» **Saved entries**:

★ ★ ★ ★ ★ ★ ★

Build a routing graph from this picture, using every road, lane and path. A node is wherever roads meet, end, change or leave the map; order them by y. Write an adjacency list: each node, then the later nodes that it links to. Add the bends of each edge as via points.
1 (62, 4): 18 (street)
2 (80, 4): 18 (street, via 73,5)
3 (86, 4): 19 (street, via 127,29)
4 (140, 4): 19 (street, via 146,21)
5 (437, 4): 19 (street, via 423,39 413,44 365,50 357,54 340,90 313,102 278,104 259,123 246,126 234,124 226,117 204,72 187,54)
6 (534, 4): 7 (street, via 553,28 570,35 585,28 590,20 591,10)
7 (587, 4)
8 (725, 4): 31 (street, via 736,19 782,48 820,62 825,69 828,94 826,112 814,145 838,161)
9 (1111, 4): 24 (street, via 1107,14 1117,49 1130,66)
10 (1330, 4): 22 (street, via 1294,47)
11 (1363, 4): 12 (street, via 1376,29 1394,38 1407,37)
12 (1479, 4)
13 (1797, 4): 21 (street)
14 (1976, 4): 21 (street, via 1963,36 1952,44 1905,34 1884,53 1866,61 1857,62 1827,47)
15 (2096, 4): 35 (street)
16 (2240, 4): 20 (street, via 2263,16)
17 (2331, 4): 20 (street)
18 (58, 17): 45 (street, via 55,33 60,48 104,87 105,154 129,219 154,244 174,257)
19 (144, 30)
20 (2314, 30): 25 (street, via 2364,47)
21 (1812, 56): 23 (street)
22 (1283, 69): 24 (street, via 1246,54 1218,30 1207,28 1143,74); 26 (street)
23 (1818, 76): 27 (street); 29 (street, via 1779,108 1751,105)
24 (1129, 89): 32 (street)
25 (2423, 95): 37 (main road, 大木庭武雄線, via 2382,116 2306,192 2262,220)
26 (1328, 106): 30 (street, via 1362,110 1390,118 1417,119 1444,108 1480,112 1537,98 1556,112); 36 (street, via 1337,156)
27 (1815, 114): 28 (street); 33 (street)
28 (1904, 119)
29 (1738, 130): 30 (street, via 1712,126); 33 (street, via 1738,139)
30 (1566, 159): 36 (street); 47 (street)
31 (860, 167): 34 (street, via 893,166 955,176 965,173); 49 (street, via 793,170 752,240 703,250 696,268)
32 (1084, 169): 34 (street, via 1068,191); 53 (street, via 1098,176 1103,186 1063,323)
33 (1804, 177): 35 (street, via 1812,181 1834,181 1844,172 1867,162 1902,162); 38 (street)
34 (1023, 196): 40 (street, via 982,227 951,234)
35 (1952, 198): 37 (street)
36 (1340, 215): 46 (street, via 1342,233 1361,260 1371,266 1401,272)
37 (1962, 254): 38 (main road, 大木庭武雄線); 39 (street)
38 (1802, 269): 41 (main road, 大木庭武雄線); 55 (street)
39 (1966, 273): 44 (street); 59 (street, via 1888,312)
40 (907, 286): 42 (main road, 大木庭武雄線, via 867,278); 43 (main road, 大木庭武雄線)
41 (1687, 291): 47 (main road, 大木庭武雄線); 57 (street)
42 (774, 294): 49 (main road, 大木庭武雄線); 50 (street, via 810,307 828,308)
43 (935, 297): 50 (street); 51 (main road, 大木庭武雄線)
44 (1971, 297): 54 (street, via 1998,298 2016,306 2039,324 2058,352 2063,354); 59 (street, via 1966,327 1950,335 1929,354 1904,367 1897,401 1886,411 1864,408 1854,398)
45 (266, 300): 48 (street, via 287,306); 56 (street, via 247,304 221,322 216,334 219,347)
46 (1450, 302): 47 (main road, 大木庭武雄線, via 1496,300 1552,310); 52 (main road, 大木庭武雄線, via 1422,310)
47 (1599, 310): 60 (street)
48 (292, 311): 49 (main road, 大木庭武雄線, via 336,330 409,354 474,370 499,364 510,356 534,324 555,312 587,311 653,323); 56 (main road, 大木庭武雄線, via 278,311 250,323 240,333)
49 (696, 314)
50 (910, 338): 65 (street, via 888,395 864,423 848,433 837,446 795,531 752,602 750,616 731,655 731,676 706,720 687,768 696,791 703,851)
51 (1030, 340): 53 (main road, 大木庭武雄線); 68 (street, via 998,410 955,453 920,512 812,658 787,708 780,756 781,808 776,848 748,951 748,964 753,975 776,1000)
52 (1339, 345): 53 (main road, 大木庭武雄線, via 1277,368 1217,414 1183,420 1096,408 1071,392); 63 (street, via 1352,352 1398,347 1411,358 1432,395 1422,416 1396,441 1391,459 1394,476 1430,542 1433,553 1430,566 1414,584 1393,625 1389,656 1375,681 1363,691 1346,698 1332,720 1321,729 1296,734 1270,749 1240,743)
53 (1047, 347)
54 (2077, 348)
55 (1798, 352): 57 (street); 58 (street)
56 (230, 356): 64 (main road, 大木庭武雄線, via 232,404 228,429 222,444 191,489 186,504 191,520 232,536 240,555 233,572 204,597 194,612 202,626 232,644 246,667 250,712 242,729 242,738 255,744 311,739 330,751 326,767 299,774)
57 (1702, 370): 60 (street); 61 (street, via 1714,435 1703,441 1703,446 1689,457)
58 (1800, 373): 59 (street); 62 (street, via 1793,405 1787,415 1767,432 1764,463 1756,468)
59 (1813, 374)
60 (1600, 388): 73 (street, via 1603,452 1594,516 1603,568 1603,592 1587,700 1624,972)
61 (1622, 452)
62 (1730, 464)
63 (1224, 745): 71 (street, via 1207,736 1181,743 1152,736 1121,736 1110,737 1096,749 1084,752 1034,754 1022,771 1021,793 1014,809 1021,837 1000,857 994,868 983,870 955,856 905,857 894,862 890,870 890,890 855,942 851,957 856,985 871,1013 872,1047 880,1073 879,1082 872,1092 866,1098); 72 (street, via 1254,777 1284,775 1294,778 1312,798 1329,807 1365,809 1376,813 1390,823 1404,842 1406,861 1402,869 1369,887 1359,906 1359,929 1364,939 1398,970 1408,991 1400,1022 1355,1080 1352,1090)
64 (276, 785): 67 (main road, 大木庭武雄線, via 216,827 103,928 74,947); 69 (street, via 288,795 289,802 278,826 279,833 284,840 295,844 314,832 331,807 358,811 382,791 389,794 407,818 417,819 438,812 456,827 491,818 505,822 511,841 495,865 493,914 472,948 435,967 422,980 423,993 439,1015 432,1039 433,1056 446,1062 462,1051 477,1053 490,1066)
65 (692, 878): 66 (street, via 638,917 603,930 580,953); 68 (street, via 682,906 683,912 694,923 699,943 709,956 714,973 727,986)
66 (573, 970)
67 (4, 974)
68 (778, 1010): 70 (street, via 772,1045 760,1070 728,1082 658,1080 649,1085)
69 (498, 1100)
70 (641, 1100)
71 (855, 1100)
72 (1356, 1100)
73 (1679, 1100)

★ ★ ★ ★ ★ ★ ★

Set down the records again, exactly.

» **Reply to the task**:
Build a routing graph from this picture, using every road, lane and path. A node is wherever roads meet, end, change or leave the map; order them by y. Write an adjacency list: each node, then the later nodes that it links to. Add the bends of each edge as via points.
1 (62, 4): 18 (street)
2 (80, 4): 18 (street, via 73,5)
3 (86, 4): 19 (street, via 127,29)
4 (140, 4): 19 (street, via 146,21)
5 (437, 4): 19 (street, via 423,39 413,44 365,50 357,54 340,90 313,102 278,104 259,123 246,126 234,124 226,117 204,72 187,54)
6 (534, 4): 7 (street, via 553,28 570,35 585,28 590,20 591,10)
7 (587, 4)
8 (725, 4): 31 (street, via 736,19 782,48 820,62 825,69 828,94 826,112 814,145 838,161)
9 (1111, 4): 24 (street, via 1107,14 1117,49 1130,66)
10 (1330, 4): 22 (street, via 1294,47)
11 (1363, 4): 12 (street, via 1376,29 1394,38 1407,37)
12 (1479, 4)
13 (1797, 4): 21 (street)
14 (1976, 4): 21 (street, via 1963,36 1952,44 1905,34 1884,53 1866,61 1857,62 1827,47)
15 (2096, 4): 35 (street)
16 (2240, 4): 20 (street, via 2263,16)
17 (2331, 4): 20 (street)
18 (58, 17): 45 (street, via 55,33 60,48 104,87 105,154 129,219 154,244 174,257)
19 (144, 30)
20 (2314, 30): 25 (street, via 2364,47)
21 (1812, 56): 23 (street)
22 (1283, 69): 24 (street, via 1246,54 1218,30 1207,28 1143,74); 26 (street)
23 (1818, 76): 27 (street); 29 (street, via 1779,108 1751,105)
24 (1129, 89): 32 (street)
25 (2423, 95): 37 (main road, 大木庭武雄線, via 2382,116 2306,192 2262,220)
26 (1328, 106): 30 (street, via 1362,110 1390,118 1417,119 1444,108 1480,112 1537,98 1556,112); 36 (street, via 1337,156)
27 (1815, 114): 28 (street); 33 (street)
28 (1904, 119)
29 (1738, 130): 30 (street, via 1712,126); 33 (street, via 1738,139)
30 (1566, 159): 36 (street); 47 (street)
31 (860, 167): 34 (street, via 893,166 955,176 965,173); 49 (street, via 793,170 752,240 703,250 696,268)
32 (1084, 169): 34 (street, via 1068,191); 53 (street, via 1098,176 1103,186 1063,323)
33 (1804, 177): 35 (street, via 1812,181 1834,181 1844,172 1867,162 1902,162); 38 (street)
34 (1023, 196): 40 (street, via 982,227 951,234)
35 (1952, 198): 37 (street)
36 (1340, 215): 46 (street, via 1342,233 1361,260 1371,266 1401,272)
37 (1962, 254): 38 (main road, 大木庭武雄線); 39 (street)
38 (1802, 269): 41 (main road, 大木庭武雄線); 55 (street)
39 (1966, 273): 44 (street); 59 (street, via 1888,312)
40 (907, 286): 42 (main road, 大木庭武雄線, via 867,278); 43 (main road, 大木庭武雄線)
41 (1687, 291): 47 (main road, 大木庭武雄線); 57 (street)
42 (774, 294): 49 (main road, 大木庭武雄線); 50 (street, via 810,307 828,308)
43 (935, 297): 50 (street); 51 (main road, 大木庭武雄線)
44 (1971, 297): 54 (street, via 1998,298 2016,306 2039,324 2058,352 2063,354); 59 (street, via 1966,327 1950,335 1929,354 1904,367 1897,401 1886,411 1864,408 1854,398)
45 (266, 300): 48 (street, via 287,306); 56 (street, via 247,304 221,322 216,334 219,347)
46 (1450, 302): 47 (main road, 大木庭武雄線, via 1496,300 1552,310); 52 (main road, 大木庭武雄線, via 1422,310)
47 (1599, 310): 60 (street)
48 (292, 311): 49 (main road, 大木庭武雄線, via 336,330 409,354 474,370 499,364 510,356 534,324 555,312 587,311 653,323); 56 (main road, 大木庭武雄線, via 278,311 250,323 240,333)
49 (696, 314)
50 (910, 338): 65 (street, via 888,395 864,423 848,433 837,446 795,531 752,602 750,616 731,655 731,676 706,720 687,768 696,791 703,851)
51 (1030, 340): 53 (main road, 大木庭武雄線); 68 (street, via 998,410 955,453 920,512 812,658 787,708 780,756 781,808 776,848 748,951 748,964 753,975 776,1000)
52 (1339, 345): 53 (main road, 大木庭武雄線, via 1277,368 1217,414 1183,420 1096,408 1071,392); 63 (street, via 1352,352 1398,347 1411,358 1432,395 1422,416 1396,441 1391,459 1394,476 1430,542 1433,553 1430,566 1414,584 1393,625 1389,656 1375,681 1363,691 1346,698 1332,720 1321,729 1296,734 1270,749 1240,743)
53 (1047, 347)
54 (2077, 348)
55 (1798, 352): 57 (street); 58 (street)
56 (230, 356): 64 (main road, 大木庭武雄線, via 232,404 228,429 222,444 191,489 186,504 191,520 232,536 240,555 233,572 204,597 194,612 202,626 232,644 246,667 250,712 242,729 242,738 255,744 311,739 330,751 326,767 299,774)
57 (1702, 370): 60 (street); 61 (street, via 1714,435 1703,441 1703,446 1689,457)
58 (1800, 373): 59 (street); 62 (street, via 1793,405 1787,415 1767,432 1764,463 1756,468)
59 (1813, 374)
60 (1600, 388): 73 (street, via 1603,452 1594,516 1603,568 1603,592 1587,700 1624,972)
61 (1622, 452)
62 (1730, 464)
63 (1224, 745): 71 (street, via 1207,736 1181,743 1152,736 1121,736 1110,737 1096,749 1084,752 1034,754 1022,771 1021,793 1014,809 1021,837 1000,857 994,868 983,870 955,856 905,857 894,862 890,870 890,890 855,942 851,957 856,985 871,1013 872,1047 880,1073 879,1082 872,1092 866,1098); 72 (street, via 1254,777 1284,775 1294,778 1312,798 1329,807 1365,809 1376,813 1390,823 1404,842 1406,861 1402,869 1369,887 1359,906 1359,929 1364,939 1398,970 1408,991 1400,1022 1355,1080 1352,1090)
64 (276, 785): 67 (main road, 大木庭武雄線, via 216,827 103,928 74,947); 69 (street, via 288,795 289,802 278,826 279,833 284,840 295,844 314,832 331,807 358,811 382,791 389,794 407,818 417,819 438,812 456,827 491,818 505,822 511,841 495,865 493,914 472,948 435,967 422,980 423,993 439,1015 432,1039 433,1056 446,1062 462,1051 477,1053 490,1066)
65 (692, 878): 66 (street, via 638,917 603,930 580,953); 68 (street, via 682,906 683,912 694,923 699,943 709,956 714,973 727,986)
66 (573, 970)
67 (4, 974)
68 (778, 1010): 70 (street, via 772,1045 760,1070 728,1082 658,1080 649,1085)
69 (498, 1100)
70 (641, 1100)
71 (855, 1100)
72 (1356, 1100)
73 (1679, 1100)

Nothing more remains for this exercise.